I've tried to skipping the assignment of key and IV to the AES object (although setting them in the creation of the encryptor like this.

...
using (Aes aesAlg = Aes.Create())
{
  //aesAlg.Key = Key;
  //aesAlg.IV = IV;
  ICryptoTransform encryptor = aesAlg.CreateEncryptor(Key, IV);
  ...
} ...

It seems to make no difference in the outcome. However, since it is a part of the sample, I worry that there is a case when it matters. It might be that I only tried examples where it doesn't show.

When do I need to assign the key and IV to the AES object?

Solution

  • In the first code snippet, you've assigned values to the Key and IV properties of the symmetric algorithm object so you don't need to pass them again when you create the crypto transform. In this case, use the parameterless overload which uses the already assigned Key and IV to create the encryptor/decryptor.

    using (Aes aesAlg = Aes.Create())
{
  aesAlg.Key = Key;
  aesAlg.IV = IV;
  ICryptoTransform encryptor = aesAlg.CreateEncryptor();
  // ...
}

    The second code snippet will create the same transform using the passed Key and IV params regardless of the aesAlg.Key and aesAlg.IV values. Consider the following:

    using (Aes aesAlg = Aes.Create())
{
  aesAlg.Key = Key;
  aesAlg.IV = IV;
  ICryptoTransform encryptor = aesAlg.CreateEncryptor(someOtherKey, somOtherIV);
  // ...
}

    Here, someOtherKey and someOtherIV are used to create the transform and the aesAlg properties are ignored. Another example to consider:

    using (Aes aesAlg = Aes.Create())
{
  ICryptoTransform encryptor = aesAlg.CreateEncryptor();
  // ...
}

    Now, both aesAlg.Key & aesAlg.IV properties are null and the .CreateEncryptor() will use them to create the transform.
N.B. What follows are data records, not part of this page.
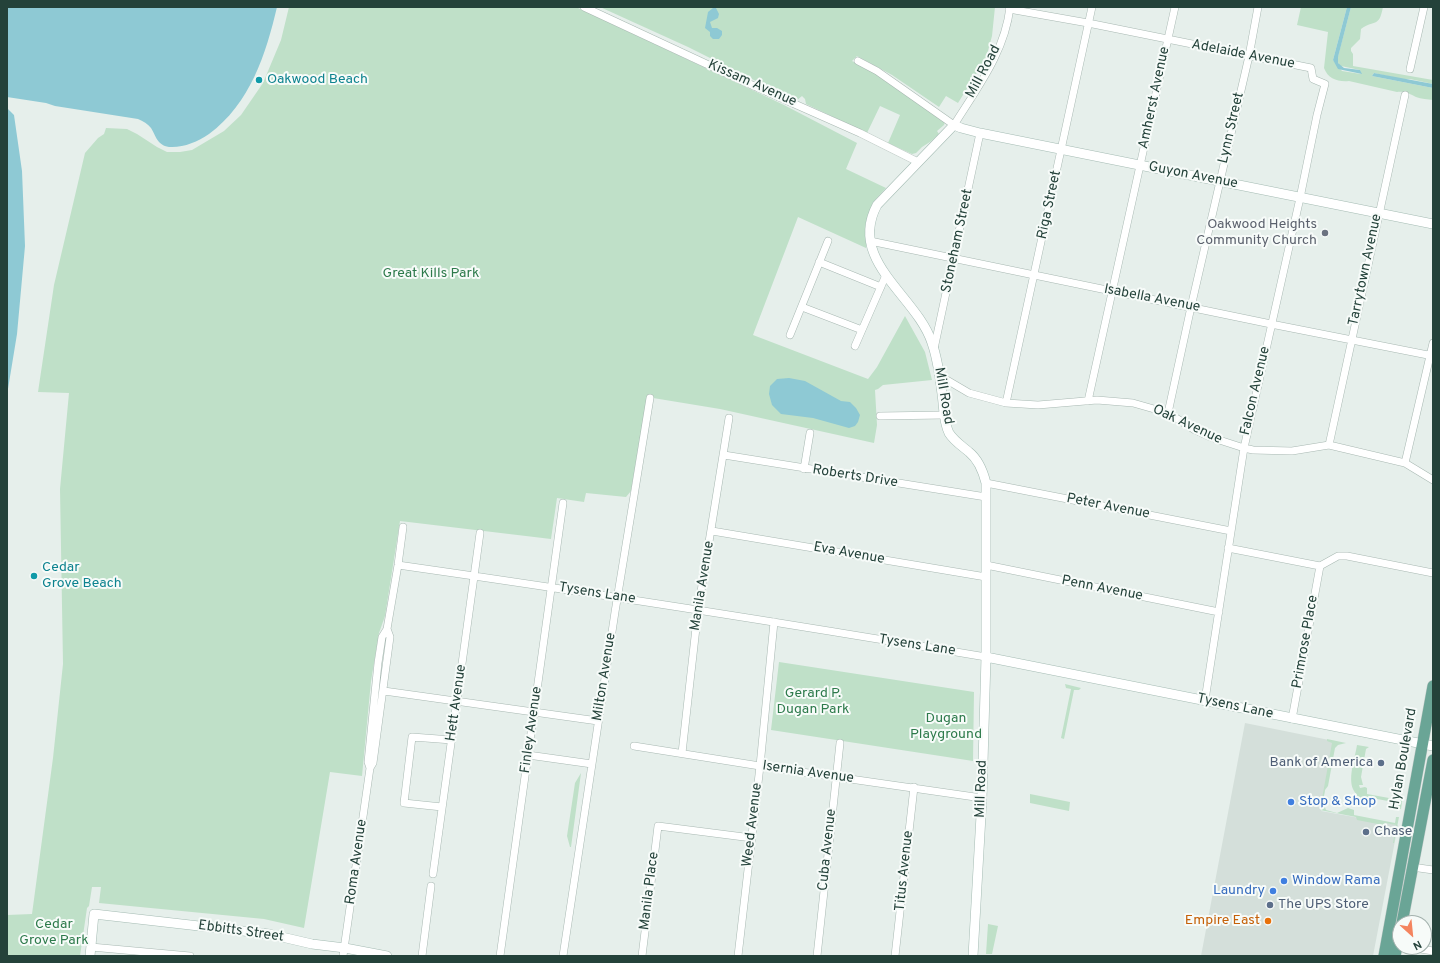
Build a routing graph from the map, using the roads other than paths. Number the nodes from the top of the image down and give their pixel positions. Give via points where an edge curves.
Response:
1 (584, 7) edge
2 (1092, 7) edge
3 (1175, 7) edge
4 (1258, 7) edge
5 (1424, 7) edge
6 (1010, 8) edge
7 (1088, 23) junction
8 (1168, 40) junction
9 (1249, 56) junction
10 (858, 61) dead end
11 (1410, 69) dead end
12 (1325, 84) joint
13 (1405, 95) dead end
14 (954, 125) junction
15 (980, 133) junction
16 (1062, 149) junction
17 (918, 162) junction
18 (1140, 166) junction
19 (1219, 182) junction
20 (1300, 198) junction
21 (1378, 214) junction
22 (1433, 224) edge
23 (828, 241) dead end
24 (870, 241) junction
25 (954, 259) junction
26 (819, 262) junction
27 (886, 275) junction
28 (1034, 276) junction
29 (881, 287) junction
30 (1112, 291) junction
31 (802, 307) junction
32 (1191, 307) junction
33 (1271, 324) junction
34 (862, 330) junction
35 (790, 335) dead end
36 (1351, 340) junction
37 (1433, 343) edge
38 (855, 346) dead end
39 (934, 349) junction
40 (1432, 356) edge
41 (940, 376) junction
42 (650, 398) dead end
43 (1088, 400) junction
44 (1006, 403) junction
45 (1168, 413) junction
46 (944, 415) junction
47 (880, 416) dead end
48 (729, 418) dead end
49 (810, 433) dead end
50 (1329, 445) junction
51 (1244, 448) junction
52 (724, 455) junction
53 (1405, 463) junction
54 (804, 469) junction
55 (1433, 480) edge
56 (986, 483) junction
57 (986, 497) junction
58 (563, 503) dead end
59 (403, 527) dead end
60 (712, 531) junction
61 (1231, 531) junction
62 (480, 533) dead end
63 (1228, 548) junction
64 (398, 565) junction
65 (986, 565) junction
66 (1320, 566) junction
67 (1433, 573) edge
68 (474, 576) junction
69 (986, 577) junction
70 (552, 587) junction
71 (617, 598) junction
72 (698, 610) junction
73 (1219, 612) junction
74 (774, 622) junction
75 (387, 629) junction
76 (986, 658) junction
77 (1433, 686) edge
78 (384, 691) junction
79 (1205, 700) junction
80 (457, 701) junction
81 (534, 712) junction
82 (1292, 719) junction
83 (598, 721) junction
84 (452, 740) junction
85 (840, 743) dead end
86 (1427, 744) edge
87 (634, 746) dead end
88 (682, 754) junction
89 (528, 755) junction
90 (1433, 760) edge
91 (592, 764) junction
92 (760, 766) junction
93 (370, 768) junction
94 (836, 777) junction
95 (914, 787) junction
96 (982, 798) junction
97 (442, 807) junction
98 (752, 838) junction
99 (1412, 867) junction
100 (1433, 870) edge
101 (433, 874) dead end
102 (431, 886) dead end
103 (1403, 915) edge
104 (90, 952) edge
105 (344, 952) edge
106 (190, 956) edge
107 (387, 956) edge
108 (422, 956) edge
109 (500, 956) edge
110 (563, 956) edge
111 (642, 956) edge
112 (738, 956) edge
113 (817, 956) edge
114 (895, 956) edge
115 (973, 956) edge
116 (1384, 956) edge

1 - 17 street, Kissam Avenue via 852,129
2 - 7 street, Riga Street
3 - 8 street, Amherst Avenue
4 - 9 street, Lynn Street
5 - 11 street
6 - 7 street, Adelaide Avenue
6 - 14 street, Mill Road via 992,64
7 - 8 street, Adelaide Avenue
7 - 16 street, Riga Street
8 - 9 street, Adelaide Avenue
8 - 18 street, Amherst Avenue
9 - 12 street, Adelaide Avenue via 1311,68 1313,79
9 - 19 street, Lynn Street
10 - 14 street via 877,71
12 - 20 street, Falcon Avenue
13 - 21 street, Tarrytown Avenue
14 - 15 street, Guyon Avenue
14 - 17 street, Mill Road
15 - 16 street, Guyon Avenue
15 - 25 street, Stoneham Street
16 - 18 street, Guyon Avenue
16 - 28 street, Riga Street
17 - 24 street, Mill Road via 873,213 869,228
18 - 19 street, Guyon Avenue
18 - 30 street, Amherst Avenue
19 - 20 street, Guyon Avenue
19 - 32 street, Lynn Street
20 - 21 street, Guyon Avenue
20 - 33 street, Falcon Avenue
21 - 22 street, Guyon Avenue
21 - 36 street, Tarrytown Avenue
23 - 26 street
24 - 25 street, Isabella Avenue
24 - 27 street, Mill Road via 874,255
25 - 28 street, Isabella Avenue
25 - 39 street, Stoneham Street
26 - 29 street
26 - 31 street
27 - 29 street
27 - 39 street, Mill Road via 925,326
28 - 30 street, Isabella Avenue
28 - 44 street, Riga Street
29 - 34 street
30 - 32 street, Isabella Avenue
30 - 43 street, Amherst Avenue
31 - 34 street
31 - 35 street
32 - 33 street, Isabella Avenue
32 - 45 street, Lynn Street
33 - 36 street, Isabella Avenue
33 - 51 street, Falcon Avenue
34 - 38 street
36 - 40 street, Isabella Avenue
36 - 50 street, Tarrytown Avenue
37 - 40 street
39 - 41 street, Mill Road
40 - 53 street
41 - 44 street, Oak Avenue via 969,393
41 - 46 street, Mill Road
42 - 71 street, Milton Avenue
43 - 44 street, Oak Avenue via 1038,405
43 - 45 street, Oak Avenue via 1133,403
45 - 51 street, Oak Avenue via 1210,437
46 - 47 street
46 - 56 street, Mill Road via 950,434 975,458
48 - 52 street, Manila Avenue
49 - 54 street
50 - 51 street, Oak Avenue via 1292,452
50 - 53 street, Oak Avenue
51 - 61 street, Falcon Avenue
52 - 54 street, Roberts Drive
52 - 60 street, Manila Avenue
53 - 55 street, Oak Avenue
54 - 57 street, Roberts Drive
56 - 57 street, Mill Road
56 - 61 street, Peter Avenue
57 - 65 street, Mill Road
58 - 70 street, Finley Avenue
59 - 64 street, Roma Avenue
60 - 69 street, Eva Avenue
60 - 72 street, Manila Avenue
61 - 63 street, Falcon Avenue
62 - 68 street, Hett Avenue
63 - 66 street
63 - 73 street, Falcon Avenue
64 - 68 street, Tysens Lane
64 - 75 street, Roma Avenue
65 - 69 street, Mill Road
65 - 73 street, Penn Avenue
66 - 67 street via 1338,556 1347,556
66 - 82 street, Primrose Place
68 - 70 street, Tysens Lane
68 - 80 street, Hett Avenue
69 - 76 street, Mill Road
70 - 71 street, Tysens Lane
70 - 81 street, Finley Avenue
71 - 72 street, Tysens Lane
71 - 83 street, Milton Avenue
72 - 74 street, Tysens Lane
72 - 88 street, Manila Avenue
73 - 79 street, Falcon Avenue
74 - 76 street, Tysens Lane
74 - 92 street, Weed Avenue
75 - 78 street, Roma Avenue via 390,637
75 - 93 street, Roma Avenue via 382,637 378,663 368,762
76 - 79 street, Tysens Lane
76 - 96 street, Mill Road
77 - 86 main road, Hylan Boulevard
78 - 80 street
78 - 93 street, Roma Avenue via 373,763
79 - 82 street, Tysens Lane
80 - 81 street
80 - 84 street, Hett Avenue
81 - 83 street
81 - 89 street, Finley Avenue
82 - 86 street, Tysens Lane
83 - 91 street, Milton Avenue
84 - 97 street, Hett Avenue
84 - 97 street via 412,737 404,803
85 - 94 street, Cuba Avenue
86 - 116 main road, Hylan Boulevard
87 - 88 street, Isernia Avenue
88 - 92 street, Isernia Avenue
89 - 91 street
89 - 109 street, Finley Avenue
90 - 99 main road, Hylan Boulevard
91 - 110 street, Milton Avenue
92 - 94 street, Isernia Avenue
92 - 98 street, Weed Avenue
93 - 105 street, Roma Avenue
94 - 95 street, Isernia Avenue
94 - 113 street, Cuba Avenue
95 - 96 street, Isernia Avenue
95 - 114 street, Titus Avenue
96 - 115 street, Mill Road
97 - 101 street, Hett Avenue
98 - 111 street, Manila Place via 658,826
98 - 112 street, Weed Avenue
99 - 100 street
99 - 103 main road, Hylan Boulevard
102 - 108 street
104 - 105 street, Ebbitts Street via 94,914 269,934
104 - 106 street
105 - 107 street, Ebbitts Street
However, the method won't throw any exceptions because the getters of these properties - by design - don't return null and they create and assign random values instead.

    You might want to try the following:

    private void SomeCaller()
{
    using (var crypto = Aes.Create())
    {
        // A random Key is generated...
        PrintHexValue(crypto.Key);
        // And assigned...
        PrintHexValue(crypto.Key);

        var pass = "Konrad Viltersten";
        var bytes = Encoding.UTF8.GetBytes(pass);
        var rfc = new Rfc2898DeriveBytes(pass, 
            new SHA256Managed().ComputeHash(bytes), 1000);
        var key = rfc.GetBytes(crypto.LegalKeySizes[0].MaxSize / 8);
        var iv = rfc.GetBytes(crypto.LegalBlockSizes[0].MinSize / 8);

        // Doesn't change the crypto.Key and crypto.IV properties...
        var encr = crypto.CreateEncryptor(key, iv);

        // The generated password-based key...
        PrintHexValue(key);
        // The random key remains...
        PrintHexValue(crypto.Key);

        crypto.Key = key;
        crypto.IV = iv;

        // The password-based key is assigned to the crypto.Key...
        PrintHexValue(crypto.Key);
    }
}

private void PrintHexValue(byte[] bytes) =>
    Console.WriteLine(BitConverter.ToString(bytes).Replace("-", string.Empty));

    Conclusion

    Your second code snippet is a shortcut to create a crypto transform. You'll need the first one In wider scopes like this one for example.